- Work instructions: How many lines in these records hold the string "alpha"? Reply with the number alone.

--- Material for this task ---

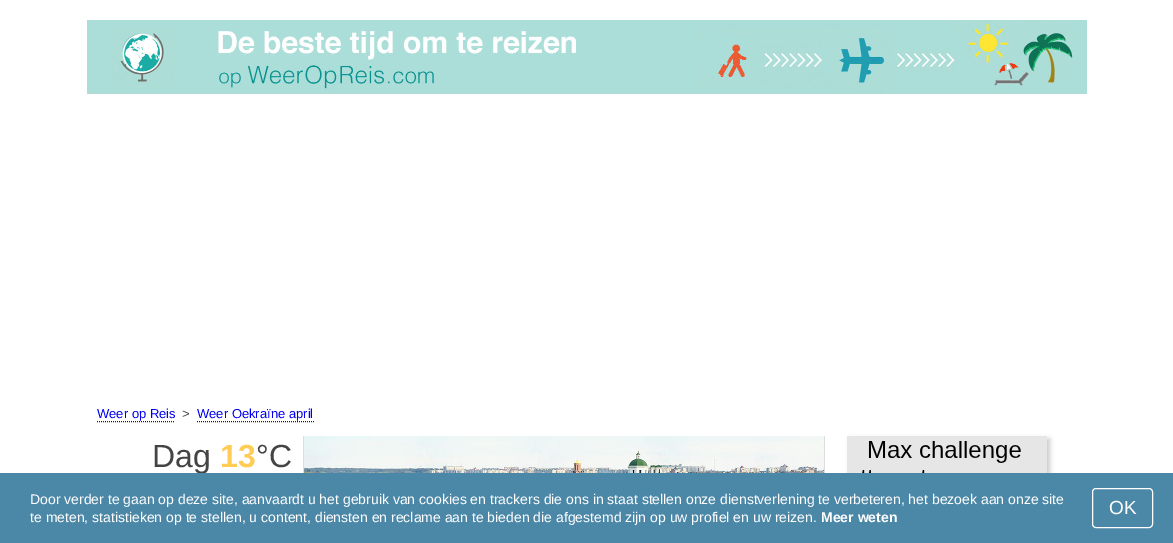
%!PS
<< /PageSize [1173 543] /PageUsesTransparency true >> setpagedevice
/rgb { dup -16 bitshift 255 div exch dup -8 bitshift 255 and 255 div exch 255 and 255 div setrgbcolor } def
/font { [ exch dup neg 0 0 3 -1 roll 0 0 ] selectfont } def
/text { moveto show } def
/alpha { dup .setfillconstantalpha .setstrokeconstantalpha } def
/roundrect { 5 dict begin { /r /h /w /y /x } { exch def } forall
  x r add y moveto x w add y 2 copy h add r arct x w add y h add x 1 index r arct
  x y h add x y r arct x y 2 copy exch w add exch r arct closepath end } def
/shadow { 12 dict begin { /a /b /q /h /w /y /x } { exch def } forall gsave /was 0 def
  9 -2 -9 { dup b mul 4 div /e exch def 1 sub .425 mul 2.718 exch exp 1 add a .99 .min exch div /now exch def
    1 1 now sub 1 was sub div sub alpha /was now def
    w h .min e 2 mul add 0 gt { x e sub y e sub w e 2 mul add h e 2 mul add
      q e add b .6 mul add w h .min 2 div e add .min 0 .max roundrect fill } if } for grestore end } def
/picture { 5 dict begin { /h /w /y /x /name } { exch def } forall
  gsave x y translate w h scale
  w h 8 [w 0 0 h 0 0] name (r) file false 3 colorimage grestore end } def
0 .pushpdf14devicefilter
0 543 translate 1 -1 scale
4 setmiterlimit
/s1 { /LiberationSans-Regular 13 font 16#0000EE rgb } def
/s2 { /LiberationSans-Regular 13 font 16#444444 rgb } def
/s3 { /LiberationSans-Regular 32 font 16#444444 rgb } def
/s4 { /LiberationSans-Bold 32 font 16#FFCD56 rgb } def
/s5 { /LiberationSans-Regular 14 font 16#FFFFFF rgb } def
/s6 { /LiberationSans-Bold 14 font 16#FFFFFF rgb } def
/s7 { /LiberationSans-Regular 19 font 16#FFFFFF rgb } def
16#FFFFFF rgb
0 0 1173 543 rectfill
(pic1.raw) 87 20 1000 74 picture
s1
(Weer op Reis) 97 418 text
[1 1] 0 setdash
97 421.5 moveto 175 421.5 lineto stroke
s2
(>) 182 418 text
s1
(Weer Oekraïne april) 197 418 text
197 421.5 moveto 314 421.5 lineto stroke
s3
(Dag) 152 467 text
s4
(13) 220 467 text
s3
(°C) 256 467 text
16#DDDDDD rgb
824 436 1 37 rectfill
303 436 1 37 rectfill
(pic2.raw) 304 436 520 37 picture
16#000000 rgb
850 439 200 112 0 2.5 0.2 shadow
16#E6E6E6 rgb
847 436 200 37 rectfill
(pic3.raw) 862 441 159 32 picture
16#4B87A7 rgb
0 473 1173 70 rectfill
s5
(Door verder te gaan op deze site, aanvaardt u het gebruik van cookies en trackers die ons in staat stellen onze dienstverlening te verbeteren, het bezoek aan onze site) 30 504 text
(te meten, statistieken op te stellen, u content, diensten en reclame aan te bieden die afgestemd zijn op uw profiel en uw reizen.) 30 522 text
s6
(Meer weten) 821 522 text
[] 0 setdash
1092.5 488.5 60 39 3.5 roundrect stroke
s7
(OK) 1109 514 text
.poppdf14devicefilter showpage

---

- Response area: 2